- [Data supplied]
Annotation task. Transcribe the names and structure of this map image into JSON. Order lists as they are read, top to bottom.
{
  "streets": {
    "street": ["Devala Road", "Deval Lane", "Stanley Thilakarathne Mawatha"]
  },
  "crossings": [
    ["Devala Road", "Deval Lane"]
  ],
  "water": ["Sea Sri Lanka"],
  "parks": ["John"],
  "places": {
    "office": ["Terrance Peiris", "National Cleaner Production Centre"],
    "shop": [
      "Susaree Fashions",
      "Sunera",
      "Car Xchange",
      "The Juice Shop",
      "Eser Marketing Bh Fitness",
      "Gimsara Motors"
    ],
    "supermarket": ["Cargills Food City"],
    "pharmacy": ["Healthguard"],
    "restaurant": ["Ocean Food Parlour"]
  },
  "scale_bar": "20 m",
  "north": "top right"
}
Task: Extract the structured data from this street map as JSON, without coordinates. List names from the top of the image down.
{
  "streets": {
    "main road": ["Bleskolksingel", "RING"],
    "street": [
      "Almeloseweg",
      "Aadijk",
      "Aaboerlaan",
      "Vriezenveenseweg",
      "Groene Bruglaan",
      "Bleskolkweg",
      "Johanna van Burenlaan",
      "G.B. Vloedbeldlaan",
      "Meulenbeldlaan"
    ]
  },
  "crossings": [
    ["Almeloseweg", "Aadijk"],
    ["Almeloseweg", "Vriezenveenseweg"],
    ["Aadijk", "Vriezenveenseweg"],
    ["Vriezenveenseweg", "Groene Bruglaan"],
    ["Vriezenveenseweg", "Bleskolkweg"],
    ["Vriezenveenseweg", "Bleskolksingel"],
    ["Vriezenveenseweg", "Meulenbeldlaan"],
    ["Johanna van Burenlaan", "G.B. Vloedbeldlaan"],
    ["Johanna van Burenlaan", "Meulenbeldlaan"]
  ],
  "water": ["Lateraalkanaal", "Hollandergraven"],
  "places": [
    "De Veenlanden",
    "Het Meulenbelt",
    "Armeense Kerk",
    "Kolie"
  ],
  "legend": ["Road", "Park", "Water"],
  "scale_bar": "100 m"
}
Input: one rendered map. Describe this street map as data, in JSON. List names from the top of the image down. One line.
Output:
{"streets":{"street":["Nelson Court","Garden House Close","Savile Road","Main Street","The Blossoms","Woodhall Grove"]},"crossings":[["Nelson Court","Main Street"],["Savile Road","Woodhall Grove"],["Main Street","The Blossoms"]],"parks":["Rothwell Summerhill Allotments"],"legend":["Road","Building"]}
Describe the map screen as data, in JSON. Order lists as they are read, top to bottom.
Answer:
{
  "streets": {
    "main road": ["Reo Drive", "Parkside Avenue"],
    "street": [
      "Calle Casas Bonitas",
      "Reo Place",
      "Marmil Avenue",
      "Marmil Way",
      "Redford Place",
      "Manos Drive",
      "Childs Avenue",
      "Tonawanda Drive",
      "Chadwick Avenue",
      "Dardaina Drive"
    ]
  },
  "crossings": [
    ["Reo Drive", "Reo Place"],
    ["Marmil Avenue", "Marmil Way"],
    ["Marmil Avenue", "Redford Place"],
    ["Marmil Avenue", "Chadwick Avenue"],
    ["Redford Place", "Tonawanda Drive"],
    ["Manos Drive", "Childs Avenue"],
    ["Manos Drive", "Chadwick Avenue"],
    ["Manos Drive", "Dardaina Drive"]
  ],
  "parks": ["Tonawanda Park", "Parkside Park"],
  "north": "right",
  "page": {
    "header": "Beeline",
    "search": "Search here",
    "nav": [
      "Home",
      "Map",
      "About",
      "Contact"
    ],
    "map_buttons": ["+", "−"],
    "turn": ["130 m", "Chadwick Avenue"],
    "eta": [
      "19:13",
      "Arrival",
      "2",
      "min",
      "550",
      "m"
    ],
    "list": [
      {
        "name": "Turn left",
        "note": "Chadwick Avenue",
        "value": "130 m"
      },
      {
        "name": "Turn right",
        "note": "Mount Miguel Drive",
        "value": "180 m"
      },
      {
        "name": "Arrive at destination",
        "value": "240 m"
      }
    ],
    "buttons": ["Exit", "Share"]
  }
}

- [What needs to be done] Among the records, find every line holding the word "down" and copy it.

- [Answer to this problem]
Task: Extract the structured data from this street map as JSON, without coordinates. List names from the top of the image down.
Input: one rendered map. Describe this street map as data, in JSON. List names from the top of the image down. One line.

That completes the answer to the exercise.